JAKARTA – Pemerintah mengklaim ENI, perusahaan migas asal Italia, telah mengajukan usulan perubahan skema kontrak Blok East Sepinggan dari cost recovery menjadi gross split. Usulan perubahan skema kontrak tersebut menjadi yang pertama dilakukan dalam kontrak kovensional yang masih berjalan.

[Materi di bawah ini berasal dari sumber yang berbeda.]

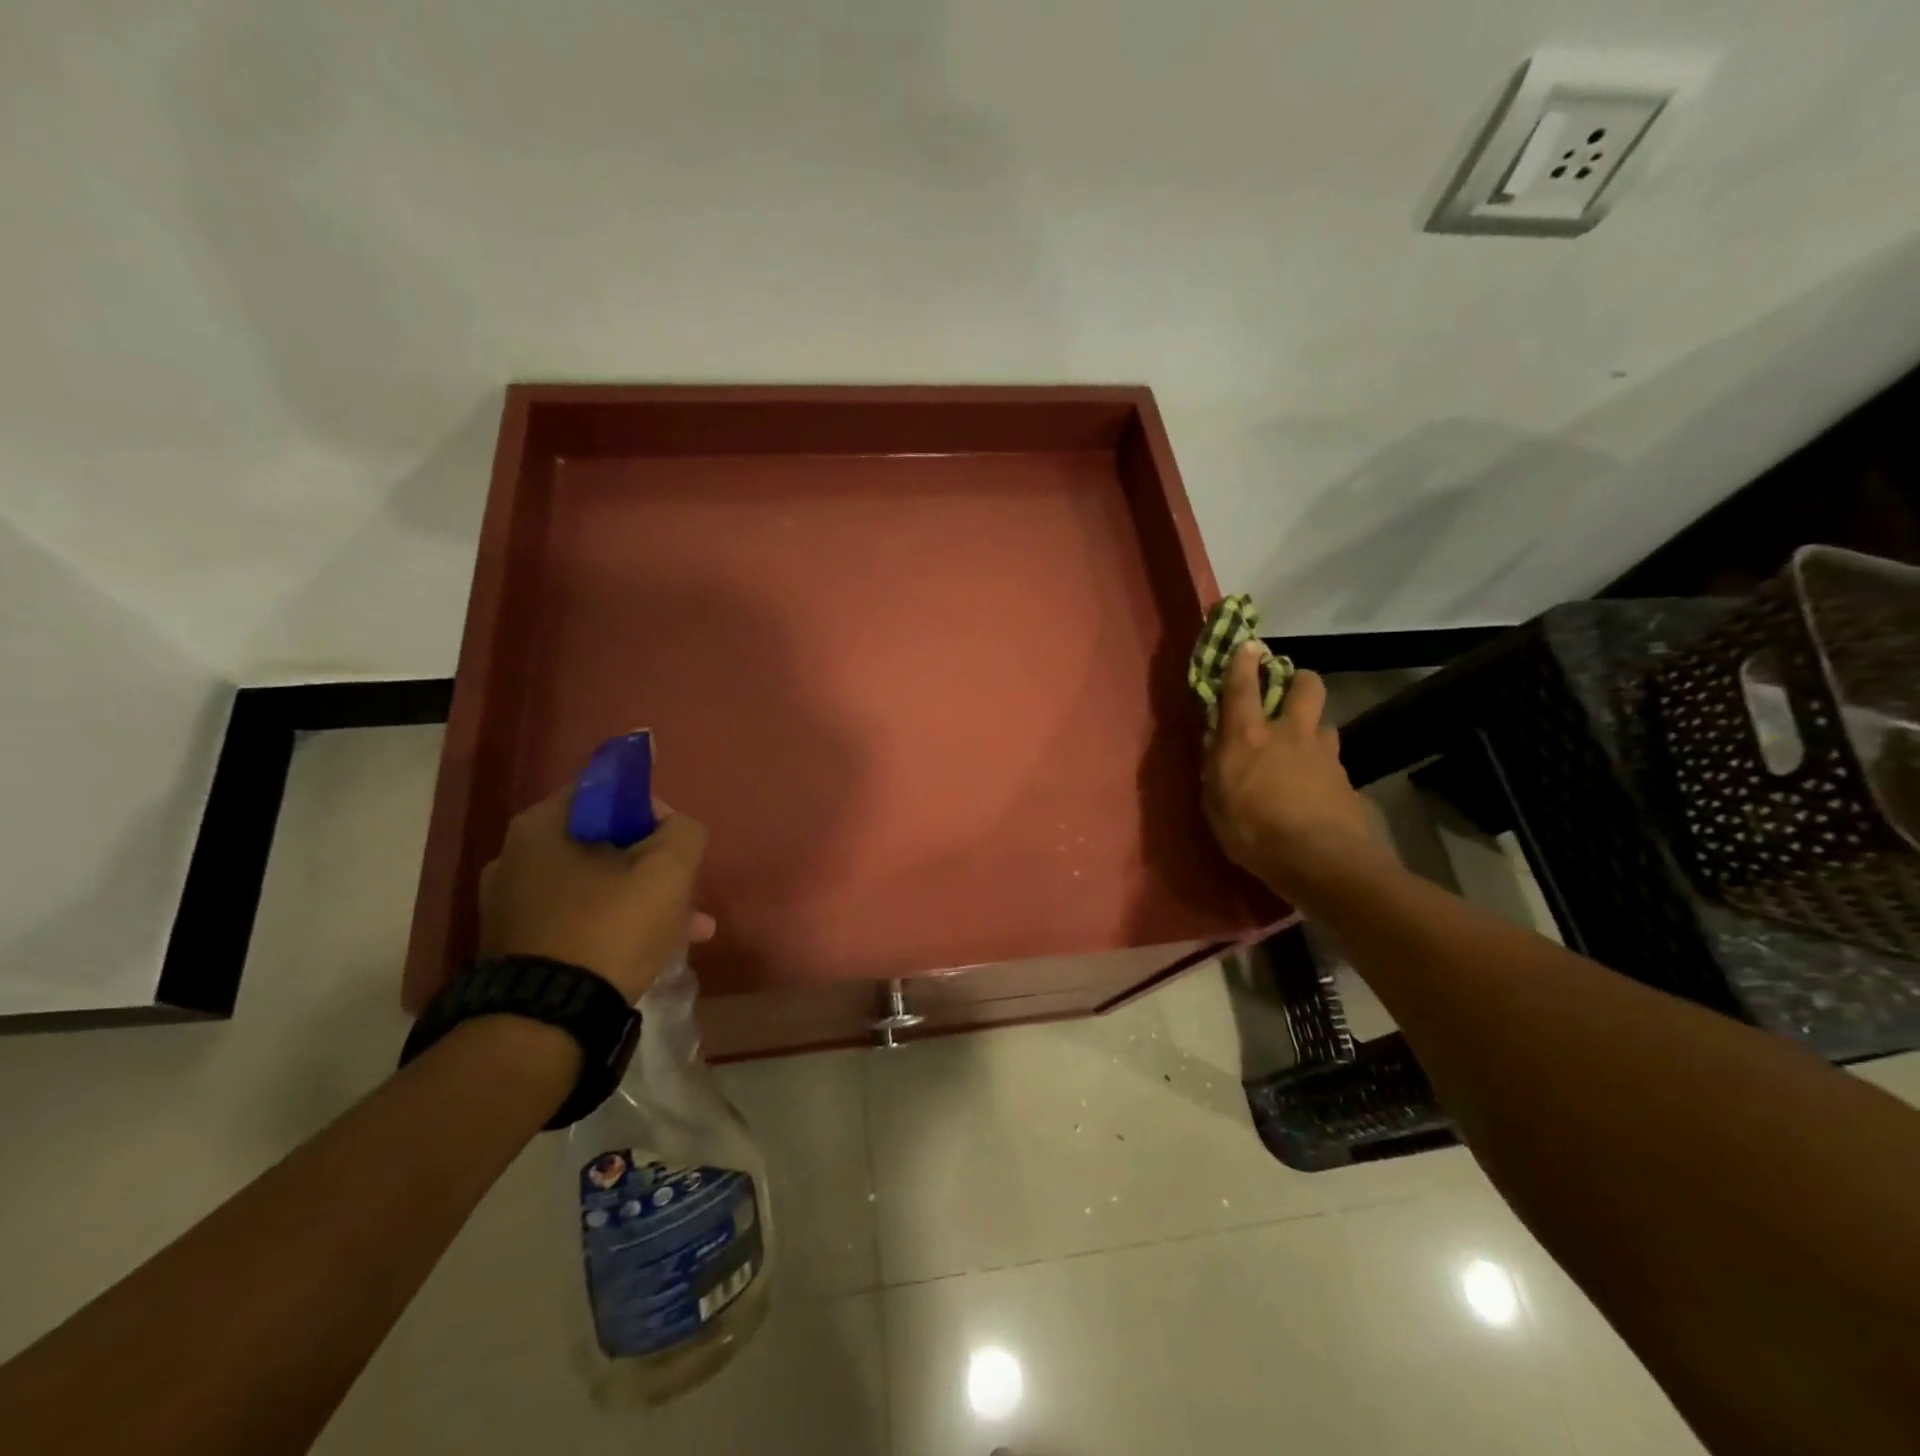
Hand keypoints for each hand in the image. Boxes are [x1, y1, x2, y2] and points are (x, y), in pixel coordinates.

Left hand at [477, 788, 715, 1003]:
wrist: (546, 1024)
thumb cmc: (608, 928)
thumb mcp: (668, 869)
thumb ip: (684, 831)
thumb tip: (677, 829)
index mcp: (541, 827)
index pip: (606, 791)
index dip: (650, 808)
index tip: (676, 839)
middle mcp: (515, 859)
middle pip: (605, 842)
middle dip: (654, 863)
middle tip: (686, 888)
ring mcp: (511, 907)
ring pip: (597, 886)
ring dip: (644, 899)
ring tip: (690, 928)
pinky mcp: (518, 948)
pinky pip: (580, 920)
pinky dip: (617, 926)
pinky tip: (657, 949)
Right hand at [1202, 646, 1386, 895]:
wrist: (1321, 861)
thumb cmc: (1253, 832)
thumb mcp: (1215, 802)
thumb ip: (1213, 767)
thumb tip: (1213, 743)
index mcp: (1248, 737)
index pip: (1242, 687)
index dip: (1243, 662)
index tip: (1248, 644)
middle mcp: (1289, 734)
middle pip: (1305, 686)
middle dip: (1297, 681)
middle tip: (1288, 692)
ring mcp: (1324, 754)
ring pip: (1324, 724)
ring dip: (1312, 729)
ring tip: (1301, 750)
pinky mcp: (1346, 780)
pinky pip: (1332, 761)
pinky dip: (1322, 767)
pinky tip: (1315, 790)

Arcandra Tahar, Wakil Menteri Energi dan Sumber Daya Mineral (ESDM), mengatakan usulan perubahan rezim kontrak disampaikan ENI dua minggu lalu. Alasan utama yang disampaikan ENI sehingga mau merubah kontraknya adalah dari sisi efisiensi dan waktu, termasuk dengan pengadaan tender atau procurement dan biaya serta kepastian jika menggunakan gross split.

“Alasan pertama efisiensi, certainty, pekerjaan simple cepat tidak perlu lagi proses tender lama. Mereka melihat peluang efisiensi, proses juga simple kurang dari satu bulan diusulkan kami langsung urus,” kata Arcandra saat ditemui di Kementerian ESDM Jakarta, Selasa (4/12).

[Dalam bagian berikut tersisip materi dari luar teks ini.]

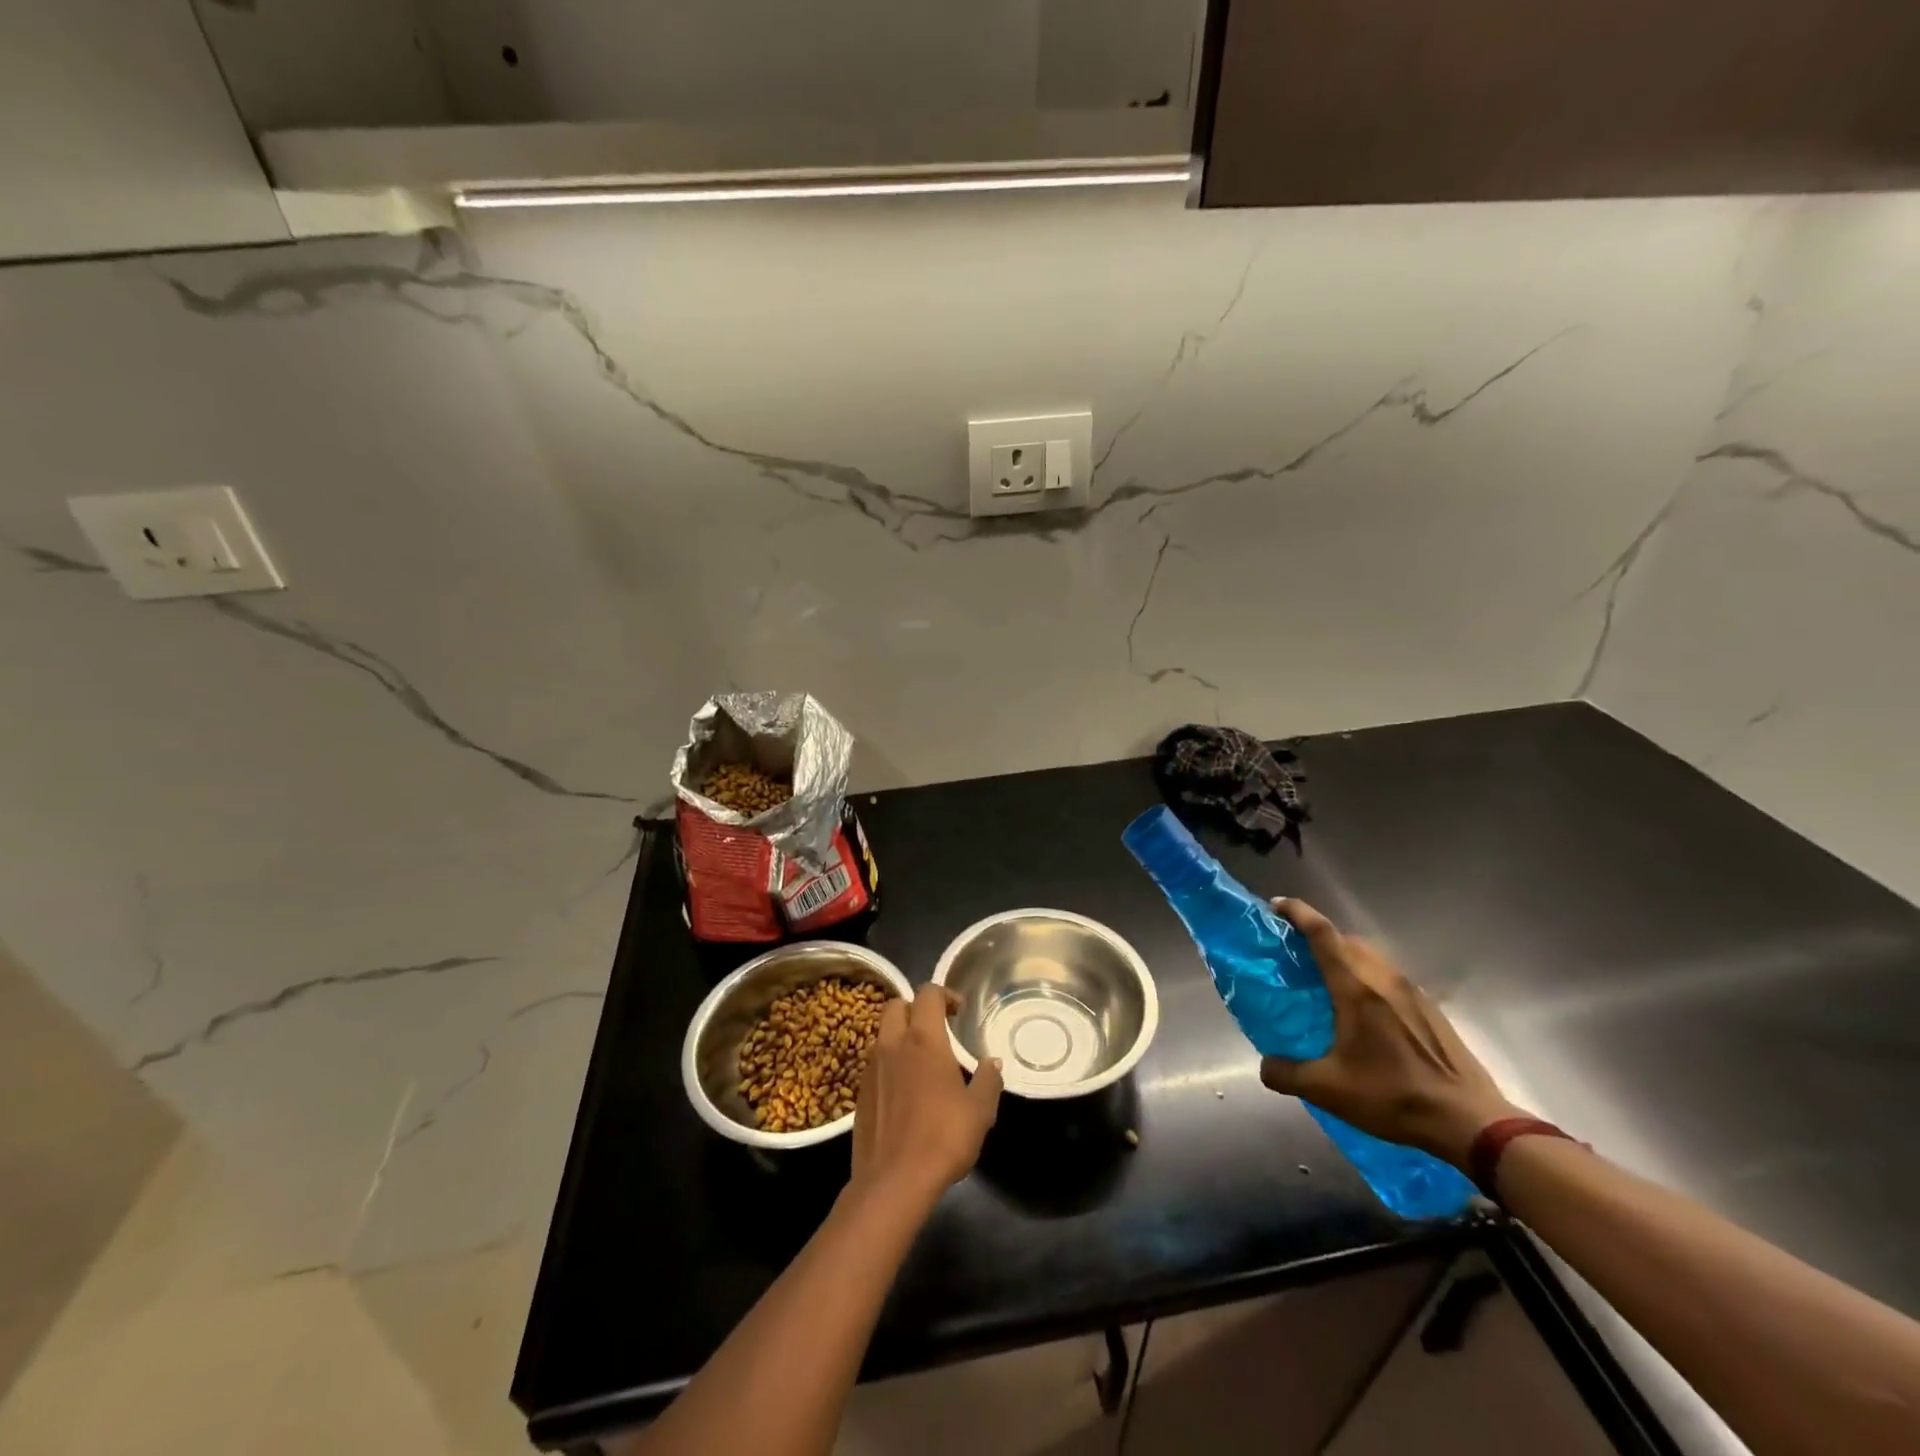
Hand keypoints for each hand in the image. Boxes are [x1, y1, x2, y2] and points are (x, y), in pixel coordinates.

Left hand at [851, 985, 1002, 1205]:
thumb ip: (988, 1080)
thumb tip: (993, 1062)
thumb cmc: (943, 1138)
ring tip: (922, 1059)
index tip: (959, 1011)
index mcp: (923, 1039)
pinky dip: (890, 1061)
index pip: (928, 994)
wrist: (893, 1181)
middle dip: (916, 1008)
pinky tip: (906, 1089)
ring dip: (901, 1034)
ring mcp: (871, 1067)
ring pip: (883, 1033)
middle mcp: (893, 1044)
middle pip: (897, 1005)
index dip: (944, 995)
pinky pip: (875, 1061)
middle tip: (937, 1028)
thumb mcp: (980, 1111)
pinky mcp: (860, 1092)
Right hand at [1257, 899, 1525, 1167]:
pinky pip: (1387, 976)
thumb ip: (1286, 1073)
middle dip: (1317, 935)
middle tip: (1293, 951)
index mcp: (1356, 988)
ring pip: (1370, 956)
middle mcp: (1383, 979)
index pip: (1322, 933)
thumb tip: (1265, 1066)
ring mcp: (1411, 992)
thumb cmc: (1394, 1096)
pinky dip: (1366, 976)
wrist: (1470, 1122)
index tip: (1275, 906)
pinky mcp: (1429, 1009)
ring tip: (1324, 980)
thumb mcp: (1328, 1090)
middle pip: (1346, 939)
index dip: (1297, 913)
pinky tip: (1361, 1011)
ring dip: (1343, 956)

Pemerintah menargetkan proses perubahan skema kontrak dengan cepat dan bisa rampung paling lambat pada pekan depan. “Kami targetkan kontrak diamendemen sebelum 12 Desember 2018,” tukas Arcandra.

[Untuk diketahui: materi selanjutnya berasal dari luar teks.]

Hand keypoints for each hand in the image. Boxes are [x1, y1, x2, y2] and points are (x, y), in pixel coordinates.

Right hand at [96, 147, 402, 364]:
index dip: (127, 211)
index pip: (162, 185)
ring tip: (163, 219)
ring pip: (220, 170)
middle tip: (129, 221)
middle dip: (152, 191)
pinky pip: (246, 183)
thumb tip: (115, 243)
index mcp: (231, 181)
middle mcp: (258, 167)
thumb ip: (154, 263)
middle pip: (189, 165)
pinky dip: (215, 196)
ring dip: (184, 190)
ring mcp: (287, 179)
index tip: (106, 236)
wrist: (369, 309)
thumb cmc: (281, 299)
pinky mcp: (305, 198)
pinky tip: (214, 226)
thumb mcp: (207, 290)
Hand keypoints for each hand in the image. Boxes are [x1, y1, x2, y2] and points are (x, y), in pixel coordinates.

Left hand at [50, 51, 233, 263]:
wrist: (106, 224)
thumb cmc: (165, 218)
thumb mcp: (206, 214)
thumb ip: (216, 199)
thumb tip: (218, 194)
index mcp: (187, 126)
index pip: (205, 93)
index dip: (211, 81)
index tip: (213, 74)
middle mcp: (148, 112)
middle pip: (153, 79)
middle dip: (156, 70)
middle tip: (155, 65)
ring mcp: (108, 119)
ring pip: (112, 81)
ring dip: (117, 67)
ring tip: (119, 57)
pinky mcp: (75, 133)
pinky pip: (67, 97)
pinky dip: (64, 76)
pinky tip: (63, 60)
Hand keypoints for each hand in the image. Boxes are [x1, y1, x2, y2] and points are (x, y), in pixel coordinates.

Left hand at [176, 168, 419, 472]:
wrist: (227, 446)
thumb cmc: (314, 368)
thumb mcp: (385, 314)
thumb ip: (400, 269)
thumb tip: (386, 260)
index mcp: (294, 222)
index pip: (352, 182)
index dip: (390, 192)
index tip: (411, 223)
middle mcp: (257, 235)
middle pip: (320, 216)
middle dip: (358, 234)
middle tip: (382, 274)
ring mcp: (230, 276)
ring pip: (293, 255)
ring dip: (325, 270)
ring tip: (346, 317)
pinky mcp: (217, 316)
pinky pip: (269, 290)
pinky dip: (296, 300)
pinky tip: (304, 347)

Lapangan Merakes, Blok East Sepinggan merupakan lapangan yang sudah siap memproduksi gas. Data pemerintah menyebutkan Lapangan Merakes memiliki cadangan gas sebesar 814 BCF dengan rencana onstream atau menyemburkan gas pertama pada 2021. Rencana tersebut   sudah molor dari rencana sebelumnya yakni 2019.

Laju awal produksi gas Marakes ditargetkan sebesar 115 juta kaki kubik per hari (mmscfd) dan bisa mencapai puncak rata-rata produksinya sebesar 319 mmscfd dengan batas usia keekonomian lapangan selama sembilan tahun.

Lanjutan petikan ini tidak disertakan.